I think we should not overlook that the original cause of these events in Denmark was the publishing of cartoons of Mohammed in the Jyllands Posten, one of which portrayed him as a terrorist complete with a bomb as a hat, and another as a dog. These were not an innocent venture; they were intentionally published in order to provoke an angry reaction from Muslims, and after a while some obscurantist clerics in the Middle East duly took the bait, and all hell let loose, thus 'proving' what the paper wished to prove, that Muslims were a humourless, easily-offended lot lacking the requisite sophisticated qualities of civilised society.
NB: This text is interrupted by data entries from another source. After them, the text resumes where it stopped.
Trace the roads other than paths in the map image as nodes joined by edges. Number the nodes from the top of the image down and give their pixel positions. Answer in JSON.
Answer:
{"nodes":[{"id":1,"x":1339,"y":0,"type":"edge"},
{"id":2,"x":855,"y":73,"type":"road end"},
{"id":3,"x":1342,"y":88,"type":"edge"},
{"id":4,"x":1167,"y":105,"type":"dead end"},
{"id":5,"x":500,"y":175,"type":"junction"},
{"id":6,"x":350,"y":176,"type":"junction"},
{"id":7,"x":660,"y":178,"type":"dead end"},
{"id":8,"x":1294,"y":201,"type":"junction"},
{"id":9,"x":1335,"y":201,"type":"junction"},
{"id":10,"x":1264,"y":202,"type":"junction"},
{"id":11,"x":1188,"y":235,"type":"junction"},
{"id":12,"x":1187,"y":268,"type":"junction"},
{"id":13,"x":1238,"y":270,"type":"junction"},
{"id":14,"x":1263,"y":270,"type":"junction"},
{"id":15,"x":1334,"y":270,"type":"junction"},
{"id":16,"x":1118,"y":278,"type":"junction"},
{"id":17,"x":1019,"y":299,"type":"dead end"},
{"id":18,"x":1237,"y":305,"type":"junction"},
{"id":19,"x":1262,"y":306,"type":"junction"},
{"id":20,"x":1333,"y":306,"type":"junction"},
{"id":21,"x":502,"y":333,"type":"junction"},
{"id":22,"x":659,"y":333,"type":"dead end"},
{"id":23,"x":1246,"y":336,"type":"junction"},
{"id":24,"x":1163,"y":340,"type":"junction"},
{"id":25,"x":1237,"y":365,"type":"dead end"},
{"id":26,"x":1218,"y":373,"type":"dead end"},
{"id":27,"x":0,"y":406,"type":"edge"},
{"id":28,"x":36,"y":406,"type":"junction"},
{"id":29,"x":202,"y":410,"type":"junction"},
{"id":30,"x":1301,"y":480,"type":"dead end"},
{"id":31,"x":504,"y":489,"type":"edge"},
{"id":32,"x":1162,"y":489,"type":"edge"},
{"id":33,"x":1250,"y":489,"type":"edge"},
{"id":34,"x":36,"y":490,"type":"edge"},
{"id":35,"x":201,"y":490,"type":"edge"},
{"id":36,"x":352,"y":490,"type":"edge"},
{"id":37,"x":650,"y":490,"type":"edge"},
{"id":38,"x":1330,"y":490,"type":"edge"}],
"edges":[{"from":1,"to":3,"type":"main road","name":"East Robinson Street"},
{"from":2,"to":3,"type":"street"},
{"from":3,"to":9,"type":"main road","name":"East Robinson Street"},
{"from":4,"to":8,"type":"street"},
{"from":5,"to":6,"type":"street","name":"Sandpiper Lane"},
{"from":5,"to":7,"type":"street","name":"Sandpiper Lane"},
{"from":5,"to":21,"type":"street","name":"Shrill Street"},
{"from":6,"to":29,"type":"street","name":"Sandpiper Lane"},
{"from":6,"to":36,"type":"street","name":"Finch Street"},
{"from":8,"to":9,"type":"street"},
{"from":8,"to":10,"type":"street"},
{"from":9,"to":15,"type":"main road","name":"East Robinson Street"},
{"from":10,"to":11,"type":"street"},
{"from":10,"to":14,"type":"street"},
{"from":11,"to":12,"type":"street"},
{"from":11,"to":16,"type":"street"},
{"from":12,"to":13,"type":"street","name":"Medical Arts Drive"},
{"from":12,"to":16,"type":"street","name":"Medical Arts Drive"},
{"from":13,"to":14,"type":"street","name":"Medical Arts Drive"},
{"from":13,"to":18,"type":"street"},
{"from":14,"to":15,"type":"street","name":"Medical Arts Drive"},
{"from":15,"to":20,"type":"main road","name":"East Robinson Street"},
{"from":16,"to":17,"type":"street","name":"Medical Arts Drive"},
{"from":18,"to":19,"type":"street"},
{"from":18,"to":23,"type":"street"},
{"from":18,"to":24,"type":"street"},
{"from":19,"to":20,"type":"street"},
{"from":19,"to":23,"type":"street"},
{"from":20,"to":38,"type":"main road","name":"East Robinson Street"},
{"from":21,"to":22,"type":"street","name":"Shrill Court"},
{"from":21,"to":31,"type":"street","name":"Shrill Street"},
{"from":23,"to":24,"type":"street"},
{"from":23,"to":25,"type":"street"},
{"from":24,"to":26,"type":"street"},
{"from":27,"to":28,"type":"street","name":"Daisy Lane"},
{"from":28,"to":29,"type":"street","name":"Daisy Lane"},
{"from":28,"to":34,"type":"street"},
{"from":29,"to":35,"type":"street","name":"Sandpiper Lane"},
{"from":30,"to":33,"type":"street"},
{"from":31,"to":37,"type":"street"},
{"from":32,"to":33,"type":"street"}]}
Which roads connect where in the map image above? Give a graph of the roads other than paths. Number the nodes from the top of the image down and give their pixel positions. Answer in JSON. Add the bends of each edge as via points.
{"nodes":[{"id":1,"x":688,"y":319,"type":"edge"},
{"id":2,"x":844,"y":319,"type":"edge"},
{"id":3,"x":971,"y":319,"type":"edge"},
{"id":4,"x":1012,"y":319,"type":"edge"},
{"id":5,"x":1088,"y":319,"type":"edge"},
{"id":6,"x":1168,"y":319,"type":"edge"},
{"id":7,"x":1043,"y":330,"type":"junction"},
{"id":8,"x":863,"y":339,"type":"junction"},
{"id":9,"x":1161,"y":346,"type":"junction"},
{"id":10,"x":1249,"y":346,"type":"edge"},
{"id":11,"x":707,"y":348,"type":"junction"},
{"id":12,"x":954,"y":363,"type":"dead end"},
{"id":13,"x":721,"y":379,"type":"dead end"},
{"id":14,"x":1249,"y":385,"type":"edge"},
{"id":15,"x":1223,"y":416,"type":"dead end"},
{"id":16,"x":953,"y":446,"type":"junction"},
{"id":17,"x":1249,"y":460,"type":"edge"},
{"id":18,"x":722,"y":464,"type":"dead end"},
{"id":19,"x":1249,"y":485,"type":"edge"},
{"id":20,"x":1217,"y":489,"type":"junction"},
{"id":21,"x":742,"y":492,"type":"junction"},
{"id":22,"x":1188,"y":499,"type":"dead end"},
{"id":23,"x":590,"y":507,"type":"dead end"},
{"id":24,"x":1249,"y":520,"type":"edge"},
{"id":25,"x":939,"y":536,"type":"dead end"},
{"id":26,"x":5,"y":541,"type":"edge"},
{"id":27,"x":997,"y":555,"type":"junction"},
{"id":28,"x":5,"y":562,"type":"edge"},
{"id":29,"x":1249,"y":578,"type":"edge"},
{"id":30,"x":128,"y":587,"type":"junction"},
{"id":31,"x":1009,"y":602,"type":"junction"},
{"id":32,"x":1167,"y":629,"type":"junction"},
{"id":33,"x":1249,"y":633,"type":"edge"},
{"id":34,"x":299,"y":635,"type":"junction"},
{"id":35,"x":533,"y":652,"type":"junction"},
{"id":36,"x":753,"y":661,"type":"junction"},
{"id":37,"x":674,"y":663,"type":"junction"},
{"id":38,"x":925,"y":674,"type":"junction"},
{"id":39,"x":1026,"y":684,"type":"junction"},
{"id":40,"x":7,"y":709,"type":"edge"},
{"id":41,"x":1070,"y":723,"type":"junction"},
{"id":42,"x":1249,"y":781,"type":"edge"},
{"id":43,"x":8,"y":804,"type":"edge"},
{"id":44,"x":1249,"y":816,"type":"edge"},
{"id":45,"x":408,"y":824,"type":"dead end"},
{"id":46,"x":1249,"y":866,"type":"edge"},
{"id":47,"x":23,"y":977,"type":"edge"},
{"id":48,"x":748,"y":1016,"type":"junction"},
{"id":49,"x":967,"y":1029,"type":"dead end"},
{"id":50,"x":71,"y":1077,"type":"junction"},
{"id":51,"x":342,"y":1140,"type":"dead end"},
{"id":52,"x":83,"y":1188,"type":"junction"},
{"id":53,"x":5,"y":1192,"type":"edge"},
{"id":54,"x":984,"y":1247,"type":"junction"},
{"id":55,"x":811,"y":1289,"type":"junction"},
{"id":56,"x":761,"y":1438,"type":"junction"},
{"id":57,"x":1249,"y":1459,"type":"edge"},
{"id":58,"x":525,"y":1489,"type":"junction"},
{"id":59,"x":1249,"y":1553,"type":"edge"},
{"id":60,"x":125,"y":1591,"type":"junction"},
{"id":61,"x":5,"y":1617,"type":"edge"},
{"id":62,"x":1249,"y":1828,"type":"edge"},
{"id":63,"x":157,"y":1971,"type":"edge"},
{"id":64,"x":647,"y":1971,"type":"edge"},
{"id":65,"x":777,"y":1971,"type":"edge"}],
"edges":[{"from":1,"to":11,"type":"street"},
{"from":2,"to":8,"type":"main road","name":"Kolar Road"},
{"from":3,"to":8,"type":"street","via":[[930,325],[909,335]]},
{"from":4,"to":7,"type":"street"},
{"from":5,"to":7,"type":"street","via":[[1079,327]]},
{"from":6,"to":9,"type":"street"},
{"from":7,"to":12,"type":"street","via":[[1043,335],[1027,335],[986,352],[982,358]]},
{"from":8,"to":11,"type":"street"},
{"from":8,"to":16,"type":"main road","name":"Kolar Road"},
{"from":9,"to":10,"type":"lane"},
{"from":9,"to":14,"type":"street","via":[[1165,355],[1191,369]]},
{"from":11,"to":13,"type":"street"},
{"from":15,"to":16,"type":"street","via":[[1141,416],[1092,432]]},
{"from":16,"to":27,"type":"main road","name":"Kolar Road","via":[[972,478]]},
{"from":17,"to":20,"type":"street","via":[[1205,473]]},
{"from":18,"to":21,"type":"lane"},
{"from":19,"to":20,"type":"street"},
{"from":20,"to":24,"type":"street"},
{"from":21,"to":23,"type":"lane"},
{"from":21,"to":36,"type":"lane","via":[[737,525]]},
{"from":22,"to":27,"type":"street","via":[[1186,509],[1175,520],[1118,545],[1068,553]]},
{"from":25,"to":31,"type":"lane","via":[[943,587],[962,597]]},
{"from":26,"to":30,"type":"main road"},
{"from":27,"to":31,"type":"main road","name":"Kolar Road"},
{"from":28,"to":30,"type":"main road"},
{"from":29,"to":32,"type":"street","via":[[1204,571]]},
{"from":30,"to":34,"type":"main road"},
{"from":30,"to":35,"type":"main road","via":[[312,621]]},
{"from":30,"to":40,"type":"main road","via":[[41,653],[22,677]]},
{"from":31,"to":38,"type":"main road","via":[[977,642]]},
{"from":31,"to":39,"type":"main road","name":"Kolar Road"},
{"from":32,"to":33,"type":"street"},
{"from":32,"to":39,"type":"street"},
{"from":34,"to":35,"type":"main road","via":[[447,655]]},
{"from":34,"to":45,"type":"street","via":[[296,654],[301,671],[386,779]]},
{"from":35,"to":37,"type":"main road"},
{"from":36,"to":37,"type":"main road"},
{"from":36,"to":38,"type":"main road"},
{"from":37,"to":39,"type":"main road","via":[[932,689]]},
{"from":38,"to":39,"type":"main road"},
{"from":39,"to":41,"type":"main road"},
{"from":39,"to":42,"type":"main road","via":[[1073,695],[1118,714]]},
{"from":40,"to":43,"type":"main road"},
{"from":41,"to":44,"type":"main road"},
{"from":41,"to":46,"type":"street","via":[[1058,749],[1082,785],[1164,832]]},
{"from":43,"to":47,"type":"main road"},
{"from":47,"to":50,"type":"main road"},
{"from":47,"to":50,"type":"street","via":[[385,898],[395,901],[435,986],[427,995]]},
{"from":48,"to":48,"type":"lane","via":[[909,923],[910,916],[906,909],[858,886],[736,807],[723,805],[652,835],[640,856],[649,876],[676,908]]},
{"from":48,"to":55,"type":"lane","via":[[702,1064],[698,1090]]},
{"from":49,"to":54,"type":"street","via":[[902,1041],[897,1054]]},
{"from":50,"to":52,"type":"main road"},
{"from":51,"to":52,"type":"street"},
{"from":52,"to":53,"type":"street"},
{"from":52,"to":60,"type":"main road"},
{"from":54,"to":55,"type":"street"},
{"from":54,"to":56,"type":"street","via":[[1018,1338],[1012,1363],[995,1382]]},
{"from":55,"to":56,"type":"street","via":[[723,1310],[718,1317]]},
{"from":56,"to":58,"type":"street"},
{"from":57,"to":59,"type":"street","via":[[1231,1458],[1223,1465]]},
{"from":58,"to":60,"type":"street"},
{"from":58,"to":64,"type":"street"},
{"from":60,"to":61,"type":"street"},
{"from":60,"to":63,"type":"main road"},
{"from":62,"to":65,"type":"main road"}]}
The Jyllands Posten is a right-wing paper, it supported the Nazis in the 1930s, and the cartoon episode was within its right-wing agenda, a deliberate attempt to whip up anti-Muslim sentiments.
Whilst it is essential to defend the right to free speech and publication and to criticise and if needs be mock religious dogma and obscurantist clerics, this does not mean that we should view the question outwith the social and political context in which it has been raised. In the case of the Jyllands Posten, we should say that whilst it had the right to publish material which people find offensive, we would not endorse the sentiments behind its doing so; indeed, we would be very critical of them, as socialists do not support the idea of whipping up religious hatred or dividing people along religious lines.
In defending the right to free speech and publication, we must be very careful that we do not allow any campaign for it to become hijacked by people with a reactionary agenda, or allow such people to hide their reactionary agenda behind a call for free speech and publication. The Jyllands Posten is no more a friend of genuine freedom than the Islamists it goaded into an angry response, and ironically enough they share the same agenda: both wish to divide Muslims from the rest of humanity.